### Given records
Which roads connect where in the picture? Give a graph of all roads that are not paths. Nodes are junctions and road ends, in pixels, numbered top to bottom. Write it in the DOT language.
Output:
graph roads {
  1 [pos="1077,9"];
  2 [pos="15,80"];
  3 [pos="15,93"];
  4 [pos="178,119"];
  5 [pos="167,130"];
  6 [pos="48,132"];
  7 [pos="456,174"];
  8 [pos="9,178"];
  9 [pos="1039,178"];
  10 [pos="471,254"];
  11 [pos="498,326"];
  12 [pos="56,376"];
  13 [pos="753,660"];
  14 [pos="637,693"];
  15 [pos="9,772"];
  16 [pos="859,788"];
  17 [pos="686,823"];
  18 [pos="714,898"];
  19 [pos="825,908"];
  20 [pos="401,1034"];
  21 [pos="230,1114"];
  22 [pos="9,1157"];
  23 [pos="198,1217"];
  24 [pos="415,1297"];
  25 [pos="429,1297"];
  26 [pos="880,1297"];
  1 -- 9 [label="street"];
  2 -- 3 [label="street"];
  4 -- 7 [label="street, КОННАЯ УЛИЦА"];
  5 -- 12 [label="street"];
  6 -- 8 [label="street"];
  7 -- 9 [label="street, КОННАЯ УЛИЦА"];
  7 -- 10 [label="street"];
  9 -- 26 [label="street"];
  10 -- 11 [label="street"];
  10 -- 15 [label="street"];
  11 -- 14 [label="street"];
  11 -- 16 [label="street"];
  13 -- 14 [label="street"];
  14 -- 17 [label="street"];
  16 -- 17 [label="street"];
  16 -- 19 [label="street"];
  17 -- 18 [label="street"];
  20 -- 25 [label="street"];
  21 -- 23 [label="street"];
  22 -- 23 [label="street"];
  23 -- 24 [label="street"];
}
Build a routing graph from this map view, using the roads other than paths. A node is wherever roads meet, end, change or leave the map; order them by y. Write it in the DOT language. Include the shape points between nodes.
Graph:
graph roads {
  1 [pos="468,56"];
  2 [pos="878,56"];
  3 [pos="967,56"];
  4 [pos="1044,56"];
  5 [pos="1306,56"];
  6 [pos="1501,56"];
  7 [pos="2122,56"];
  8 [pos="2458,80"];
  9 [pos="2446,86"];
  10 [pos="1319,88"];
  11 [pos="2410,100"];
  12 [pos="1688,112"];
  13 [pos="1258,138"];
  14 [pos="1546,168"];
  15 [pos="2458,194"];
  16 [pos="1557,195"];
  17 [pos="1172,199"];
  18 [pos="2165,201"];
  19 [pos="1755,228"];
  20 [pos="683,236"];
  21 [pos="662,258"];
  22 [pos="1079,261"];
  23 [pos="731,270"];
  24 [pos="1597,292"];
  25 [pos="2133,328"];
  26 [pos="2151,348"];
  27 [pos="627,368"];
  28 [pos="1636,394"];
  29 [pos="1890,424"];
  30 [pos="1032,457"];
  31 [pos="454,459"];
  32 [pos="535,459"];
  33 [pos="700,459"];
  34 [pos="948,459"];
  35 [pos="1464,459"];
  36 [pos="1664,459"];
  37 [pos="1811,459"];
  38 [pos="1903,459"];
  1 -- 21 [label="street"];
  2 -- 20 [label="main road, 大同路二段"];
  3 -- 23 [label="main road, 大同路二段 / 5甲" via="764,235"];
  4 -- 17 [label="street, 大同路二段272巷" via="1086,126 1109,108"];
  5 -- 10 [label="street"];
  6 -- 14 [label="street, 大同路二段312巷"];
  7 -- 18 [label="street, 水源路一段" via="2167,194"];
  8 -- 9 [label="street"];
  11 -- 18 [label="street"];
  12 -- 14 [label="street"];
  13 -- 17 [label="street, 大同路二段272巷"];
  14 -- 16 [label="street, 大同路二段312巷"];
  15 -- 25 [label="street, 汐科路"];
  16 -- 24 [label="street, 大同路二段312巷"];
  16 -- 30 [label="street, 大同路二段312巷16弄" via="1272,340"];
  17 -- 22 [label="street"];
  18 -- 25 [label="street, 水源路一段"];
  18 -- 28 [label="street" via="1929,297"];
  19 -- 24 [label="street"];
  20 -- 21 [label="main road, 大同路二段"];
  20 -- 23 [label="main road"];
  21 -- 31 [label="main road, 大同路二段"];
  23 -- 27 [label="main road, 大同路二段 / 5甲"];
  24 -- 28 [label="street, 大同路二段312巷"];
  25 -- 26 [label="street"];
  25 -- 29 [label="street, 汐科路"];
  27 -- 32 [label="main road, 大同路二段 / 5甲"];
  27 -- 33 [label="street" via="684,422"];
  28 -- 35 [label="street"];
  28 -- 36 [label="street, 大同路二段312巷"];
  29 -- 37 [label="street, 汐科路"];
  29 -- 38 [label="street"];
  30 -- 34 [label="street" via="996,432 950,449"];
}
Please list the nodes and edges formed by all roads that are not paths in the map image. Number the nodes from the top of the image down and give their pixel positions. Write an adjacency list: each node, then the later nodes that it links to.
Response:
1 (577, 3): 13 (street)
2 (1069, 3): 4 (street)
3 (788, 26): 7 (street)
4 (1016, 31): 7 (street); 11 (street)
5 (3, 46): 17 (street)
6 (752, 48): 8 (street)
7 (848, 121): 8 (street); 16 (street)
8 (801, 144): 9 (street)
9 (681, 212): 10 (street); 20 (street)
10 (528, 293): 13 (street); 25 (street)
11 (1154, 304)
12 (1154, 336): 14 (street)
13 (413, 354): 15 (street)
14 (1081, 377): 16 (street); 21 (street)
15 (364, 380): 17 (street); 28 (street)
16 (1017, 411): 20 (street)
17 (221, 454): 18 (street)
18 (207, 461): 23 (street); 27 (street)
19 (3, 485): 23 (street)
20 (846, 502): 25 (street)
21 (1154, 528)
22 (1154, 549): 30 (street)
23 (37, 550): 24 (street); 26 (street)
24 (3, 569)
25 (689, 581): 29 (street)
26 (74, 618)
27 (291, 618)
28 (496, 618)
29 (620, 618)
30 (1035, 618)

### Your instructions
Reproduce the listing above in its entirety, unchanged.

### Response to this exercise
Which roads connect where in the picture? Give a graph of all roads that are not paths. Nodes are junctions and road ends, in pixels, numbered top to bottom. Write it in the DOT language.
Output:
graph roads {
  1 [pos="1077,9"];
  2 [pos="15,80"];
  3 [pos="15,93"];
  4 [pos="178,119"];
  5 [pos="167,130"];
  6 [pos="48,132"];
  7 [pos="456,174"];
  8 [pos="9,178"];
  9 [pos="1039,178"];
  10 [pos="471,254"];
  11 [pos="498,326"];
  12 [pos="56,376"];
  13 [pos="753,660"];
  14 [pos="637,693"];
  15 [pos="9,772"];
  16 [pos="859,788"];
  17 [pos="686,823"];
  18 [pos="714,898"];
  19 [pos="825,908"];
  20 [pos="401,1034"];
  21 [pos="230,1114"];
  22 [pos="9,1157"];
  23 [pos="198,1217"];
  24 [pos="415,1297"];
  25 [pos="429,1297"];
  26 [pos="880,1297"];
  1 -- 9 [label="street"];
  2 -- 3 [label="street"];
  4 -- 7 [label="street, КОННАЯ УЛИЦА"];
  5 -- 12 [label="street"];
  6 -- 8 [label="street"];
  7 -- 9 [label="street, КОННАЯ УЛИЦА"];
  7 -- 10 [label="street"];
  9 -- 26 [label="street"];
  10 -- 11 [label="street"];
  10 -- 15 [label="street"];
  11 -- 14 [label="street"];
  11 -- 16 [label="street"];
  13 -- 14 [label="street"];
  14 -- 17 [label="street"];
  16 -- 17 [label="street"];
  16 -- 19 [label="street"];
  17 -- 18 [label="street"];
  20 -- 25 [label="street"];
  21 -- 23 [label="street"];
  22 -- 23 [label="street"];
  23 -- 24 [label="street"];
}
Build a routing graph from this map view, using the roads other than paths. A node is wherever roads meet, end, change or leave the map; order them by y. Write it in the DOT language. Include the shape points between nodes.
Graph:
graph roads {
  1 [pos="468,56"];
  2 [pos="878,56"];
  3 [pos="967,56"];
  4 [pos="1044,56"];
  5 [pos="1306,56"];
  6 [pos="1501,56"];
  7 [pos="2122,56"];
  8 [pos="2458,80"];
  9 [pos="2446,86"];
  10 [pos="1319,88"];
  11 [pos="2410,100"];
  12 [pos="1688,112"];
  13 [pos="1258,138"];
  14 [pos="1546,168"];
  15 [pos="2458,194"];
  16 [pos="1557,195"];
  17 [pos="1172,199"];
  18 [pos="2165,201"];
  19 [pos="1755,228"];
  20 [pos="683,236"];
  21 [pos="662,258"];
  22 [pos="1079,261"];
  23 [pos="731,270"];
  24 [pos="1597,292"];
  25 [pos="2133,328"];
  26 [pos="2151,348"];
  27 [pos="627,368"];
  28 [pos="1636,394"];
  29 [pos="1890,424"];
  30 [pos="1032,457"];
  31 [pos="454,459"];
  32 [pos="535,459"];
  33 [pos="700,459"];
  34 [pos="948,459"];
  35 [pos="1464,459"];
  36 [pos="1664,459"];
  37 [pos="1811,459"];
  38 [pos="1903,459"];
  1 -- 21 [label="street"];
  2 -- 20 [label="main road, 大同路二段"];
  3 -- 23 [label="main road, 大同路二段 / 5甲" via="764,235"];
  4 -- 17 [label="street, 大同路二段272巷" via="1086,126 1109,108"];
  5 -- 10 [label="street"];
  6 -- 14 [label="street, 大同路二段312巷"];
  7 -- 18 [label="street, 水源路一段" via="2167,194"];
  8 -- 9 [label="street"];
  11 -- 18 [label="street"];
  12 -- 14 [label="street"];
  13 -- 17 [label="street, 大同路二段272巷"];
  14 -- 16 [label="street, 大同路二段312巷"];
  15 -- 25 [label="street, 汐科路"];
  16 -- 24 [label="street, 大同路二段312巷"];
  16 -- 30 [label="street, 大同路二段312巷16弄" via="1272,340"];
  17 -- 22 [label="street"];
  18 -- 25 [label="street, 水源路一段"];
  18 -- 28 [label="street" via="1929,297"];
  19 -- 24 [label="street"];
  20 -- 21 [label="main road, 大同路二段"];
  20 -- 23 [label="main road"];
  21 -- 31 [label="main road, 大同路二段"];
  23 -- 27 [label="main road, 大同路二段 / 5甲"];
  24 -- 28 [label="street, 大同路二段312巷"];
  25 -- 26 [label="street"];
  25 -- 29 [label="street, 汐科路"];
  27 -- 32 [label="main road, 大同路二段 / 5甲"];
  27 -- 33 [label="street" via="684,422"];
  28 -- 35 [label="street"];
  28 -- 36 [label="street, 大同路二段312巷"];
  29 -- 37 [label="street, 汐科路"];
  29 -- 38 [label="street"];
  30 -- 34 [label="street" via="996,432 950,449"];
}
Please list the nodes and edges formed by all roads that are not paths in the map image. Number the nodes from the top of the image down and give their pixel positions. Write an adjacency list: each node, then the later nodes that it links to.
Response:
1 (577, 3): 13 (street)
2 (1069, 3): 4 (street)
3 (788, 26): 7 (street)
4 (1016, 31): 7 (street); 11 (street)
5 (3, 46): 17 (street)
6 (752, 48): 8 (street)
7 (848, 121): 8 (street); 16 (street)
8 (801, 144): 9 (street)
9 (681, 212): 10 (street); 20 (street)
10 (528, 293): 13 (street); 25 (street)
11 (1154, 304)
12 (1154, 336): 14 (street)
13 (413, 354): 15 (street)
14 (1081, 377): 16 (street); 21 (street)
15 (364, 380): 17 (street); 28 (street)
16 (1017, 411): 20 (street)
17 (221, 454): 18 (street)
18 (207, 461): 23 (street); 27 (street)
19 (3, 485): 23 (street)
20 (846, 502): 25 (street)
21 (1154, 528)
22 (1154, 549): 30 (street)
23 (37, 550): 24 (street); 26 (street)
24 (3, 569)
25 (689, 581): 29 (street)
26 (74, 618)
27 (291, 618)
28 (496, 618)
29 (620, 618)
30 (1035, 618)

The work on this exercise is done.